Collection entries:
--- --- ---

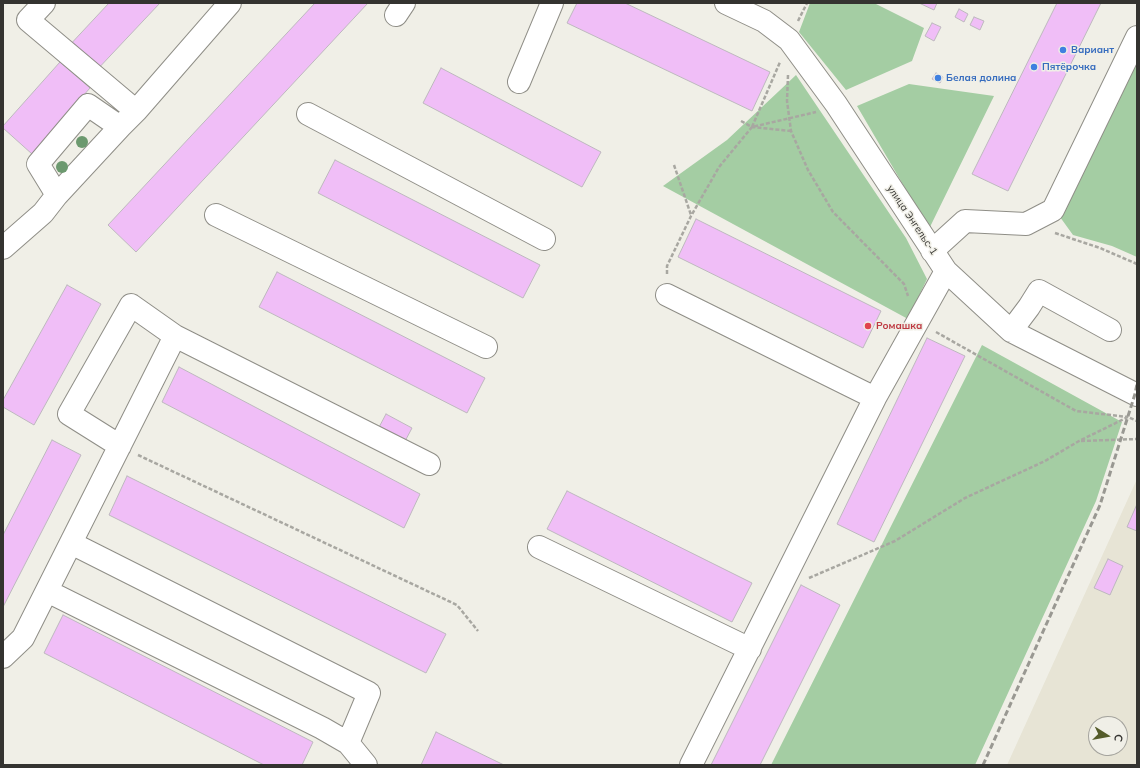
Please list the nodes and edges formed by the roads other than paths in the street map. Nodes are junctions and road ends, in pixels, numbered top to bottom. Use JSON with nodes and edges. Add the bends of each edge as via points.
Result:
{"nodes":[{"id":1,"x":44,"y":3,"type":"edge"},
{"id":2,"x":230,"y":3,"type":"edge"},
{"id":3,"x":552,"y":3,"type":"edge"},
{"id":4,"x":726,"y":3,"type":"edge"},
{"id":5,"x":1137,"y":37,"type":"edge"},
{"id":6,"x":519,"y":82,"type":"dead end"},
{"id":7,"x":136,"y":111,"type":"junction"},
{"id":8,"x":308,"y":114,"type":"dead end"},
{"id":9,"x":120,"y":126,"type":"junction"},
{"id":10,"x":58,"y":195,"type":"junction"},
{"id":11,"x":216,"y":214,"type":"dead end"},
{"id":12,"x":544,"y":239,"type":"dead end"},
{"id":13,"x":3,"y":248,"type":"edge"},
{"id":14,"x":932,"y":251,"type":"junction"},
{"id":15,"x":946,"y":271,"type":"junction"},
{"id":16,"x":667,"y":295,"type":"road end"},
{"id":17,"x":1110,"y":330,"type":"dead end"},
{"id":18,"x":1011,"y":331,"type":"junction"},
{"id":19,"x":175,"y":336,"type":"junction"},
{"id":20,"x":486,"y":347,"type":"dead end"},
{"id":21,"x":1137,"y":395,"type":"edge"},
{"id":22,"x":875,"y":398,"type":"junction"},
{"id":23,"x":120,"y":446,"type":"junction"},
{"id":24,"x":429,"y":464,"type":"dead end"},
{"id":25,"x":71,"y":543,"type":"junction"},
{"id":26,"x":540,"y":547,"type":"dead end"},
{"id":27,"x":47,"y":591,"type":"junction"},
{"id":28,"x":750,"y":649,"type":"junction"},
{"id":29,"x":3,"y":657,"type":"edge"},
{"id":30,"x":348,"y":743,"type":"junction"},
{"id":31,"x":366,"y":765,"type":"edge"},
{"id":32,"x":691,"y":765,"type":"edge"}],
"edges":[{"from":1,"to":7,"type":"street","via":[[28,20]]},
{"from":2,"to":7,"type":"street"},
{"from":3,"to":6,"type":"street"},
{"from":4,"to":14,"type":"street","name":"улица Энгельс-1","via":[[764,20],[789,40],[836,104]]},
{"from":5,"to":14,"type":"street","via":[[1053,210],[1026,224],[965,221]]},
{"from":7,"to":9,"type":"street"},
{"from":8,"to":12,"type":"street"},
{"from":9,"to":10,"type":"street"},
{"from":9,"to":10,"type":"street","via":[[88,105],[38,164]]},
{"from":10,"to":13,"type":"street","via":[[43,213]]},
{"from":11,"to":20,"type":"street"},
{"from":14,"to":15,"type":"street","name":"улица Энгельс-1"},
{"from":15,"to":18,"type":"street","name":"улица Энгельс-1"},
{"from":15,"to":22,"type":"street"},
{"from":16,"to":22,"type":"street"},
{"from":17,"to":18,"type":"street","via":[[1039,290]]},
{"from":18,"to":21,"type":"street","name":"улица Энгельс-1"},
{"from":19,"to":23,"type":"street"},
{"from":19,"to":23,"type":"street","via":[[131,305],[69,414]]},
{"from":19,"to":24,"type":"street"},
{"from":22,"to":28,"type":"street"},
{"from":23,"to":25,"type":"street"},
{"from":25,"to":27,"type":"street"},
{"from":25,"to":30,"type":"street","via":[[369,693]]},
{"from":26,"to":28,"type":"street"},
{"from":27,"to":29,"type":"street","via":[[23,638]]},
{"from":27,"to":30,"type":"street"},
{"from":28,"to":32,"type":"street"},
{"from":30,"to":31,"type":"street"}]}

--- --- ---

From the data above, copy every line where "road" appears.

§ **RESPONSE**:
Please list the nodes and edges formed by the roads other than paths in the street map. Nodes are junctions and road ends, in pixels, numbered top to bottom. Use JSON with nodes and edges. Add the bends of each edge as via points.
{"id":16,"x":667,"y":295,"type":"road end"},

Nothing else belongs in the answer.